Quando leio sobre a cantora e apresentadora Karol Conká, participante com o maior índice de rejeição ( 99,17%) da história do BBB (Big Brother Brasil), versão 2021, passa pela minha mente a figura de uma pessoa que era o oposto dela, a doce Cora Coralina, com “C” , esta sim empoderada com suas poesias e compotas (sempre foi doceira de profissão). Será que a Karol já ouviu falar em Cora? Nessa fase em que tanto se discute o empoderamento feminino, é preciso citar as muitas mulheres que vieram antes de nós para fortalecer o verbo empoderar. Não havia celular, zap, net, não havia sequer uma caneta Bic quando essas senhoras respeitáveis foram conquistando espaços que encontramos lapidados.
Uma dessas empoderadas veio do Rio para Campinas ainda na infância: Júlia Valentina da Silveira Lopes (1862-1934). Uma das primeiras romancistas do Brasil, Júlia vivia com o dinheiro de suas obras e ajudou a criar a Academia Brasileira de Letras (ABL), mas teve seu nome rejeitado na hora de assumir uma cadeira na instituição pelo simples fato de ser mulher. Sabe quem ocupou a vaga? O marido dela, Filinto de Almeida.
Naquela época as mulheres ainda integravam o chamado “segundo sexo”. Vida feliz era sinônimo de casamento e filhos, nada mais. Outra empoderada que fez história com uma simples pena de escrever foi Nísia Floresta, que em 1832 publicou Direito das Mulheres e Injustiças dos Homens, primeira obra a abordar o direito feminino ao estudo e ao trabalho digno.
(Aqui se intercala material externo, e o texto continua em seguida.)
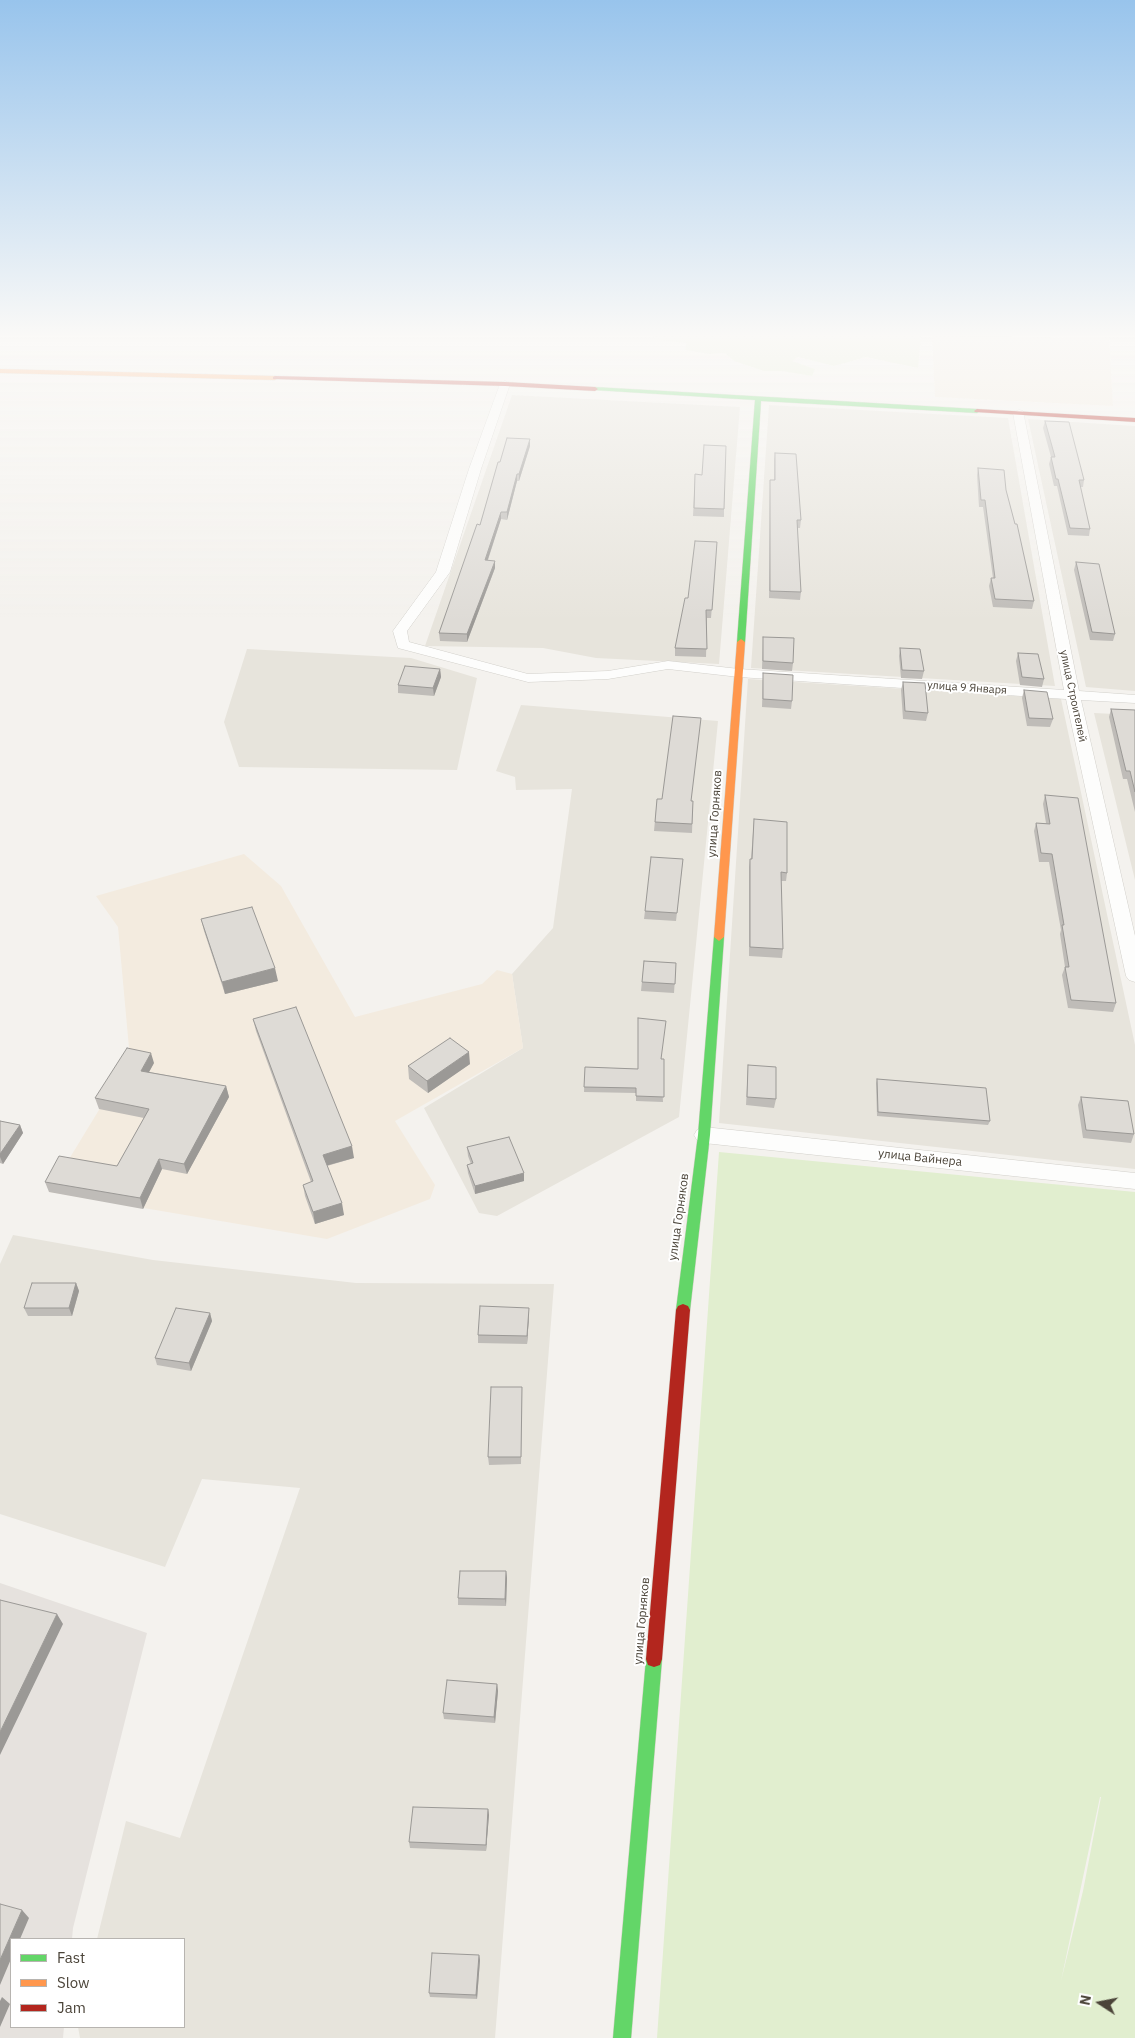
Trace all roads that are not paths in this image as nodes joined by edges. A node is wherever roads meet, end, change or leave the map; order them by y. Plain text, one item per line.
1 (488, 431) edge
2 (756, 431) edge
3 (1021, 431) edge
4 (427, 652) joint
5 (739, 673) junction
6 (1072, 694) junction
7 (1135, 699) edge
8 (1135, 976) edge
9 (704, 1135) junction
10 (1135, 1181) edge
11 (622, 2038) edge

1 - 4 street
2 - 5 street, улица Горняков
3 - 6 street, улица Строителей
4 - 5 street, улица 9 Января
5 - 6 street, улица 9 Января
5 - 9 street, улица Горняков
6 - 7 street, улица 9 Января
6 - 8 street, улица Строителей
9 - 10 street, улица Вайнера
9 - 11 street, улица Горняков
Narcísia também exerceu a função de jornalista, da mesma forma que a professora e abolicionista Maria Amélia de Queirós, uma das fundadoras da Ave Libertas, associação composta só de mulheres, que lutava contra a escravidão e combatia castigos.
Voltando a falar de Cora Coralina, pseudônimo de Anna Lins dos Guimarães Peixoto Bretas (Cidade de Goiás, 20 de agosto de 1889 — Goiânia, 10 de abril de 1985), uma das mais importantes escritoras do país, teve seu primeiro livro publicado em junho de 1965 (Poemas dos Becos de Goiás e Estórias Mais), quando já estava com quase 76 anos de idade, apesar de escrever seus versos desde a adolescência. Era uma mulher simples que fazia doces para vender. “Nunca escreverei uma palavra para lamentar a vida. Meu verso é água corrente, é tronco, é fronde, é folha, é semente, é vida!”, escreveu. Sou grata a ela, da mesma forma que sou a Maria Firmina dos Reis – autora de Úrsula -, primeira romancista negra brasileira, nascida no Maranhão em 1822.
Outra mulher simples e de muito valor que a arrogante Karol Conká deveria conhecer é Carolina Maria de Jesus. “Quando eu não tinha nada o que comer, em vez de xingar eu escrevia. Tem pessoas que, quando estão nervosas, xingam ou pensam na morte como solução. Eu escrevia o meu diário”, dizia Carolina. Ela é autora de Quarto de Despejo – Diário de uma favelada, publicado em 1960.
Portanto, meninas, gratidão a elas e a tantas outras empoderadas que fizeram a diferença na luta por igualdade e dignidade. Imaginem quanto tempo demorou para que conquistássemos o direito de votar, usar anticoncepcionais e ocupar cargos importantes nas empresas. Hoje esbarramos em muitas influenciadoras digitais que encontram tudo pronto e só se preocupam com looks e makes, assim fica fácil.
Em meados dos anos 70, quando fui estagiar em uma redação de jornal pela primeira vez, eram raras as mulheres que cobriam Polícia e Esporte. Fui escrever primeiramente no caderno feminino e na editoria de Cultura, para depois conhecer Cidades, Saúde, Educação, Política e outras áreas consideradas masculinas. Hoje podemos falar de sexo, prazer, empoderamento, de tudo e mais um pouco.
Vamos conjugar juntas o verbo empoderar?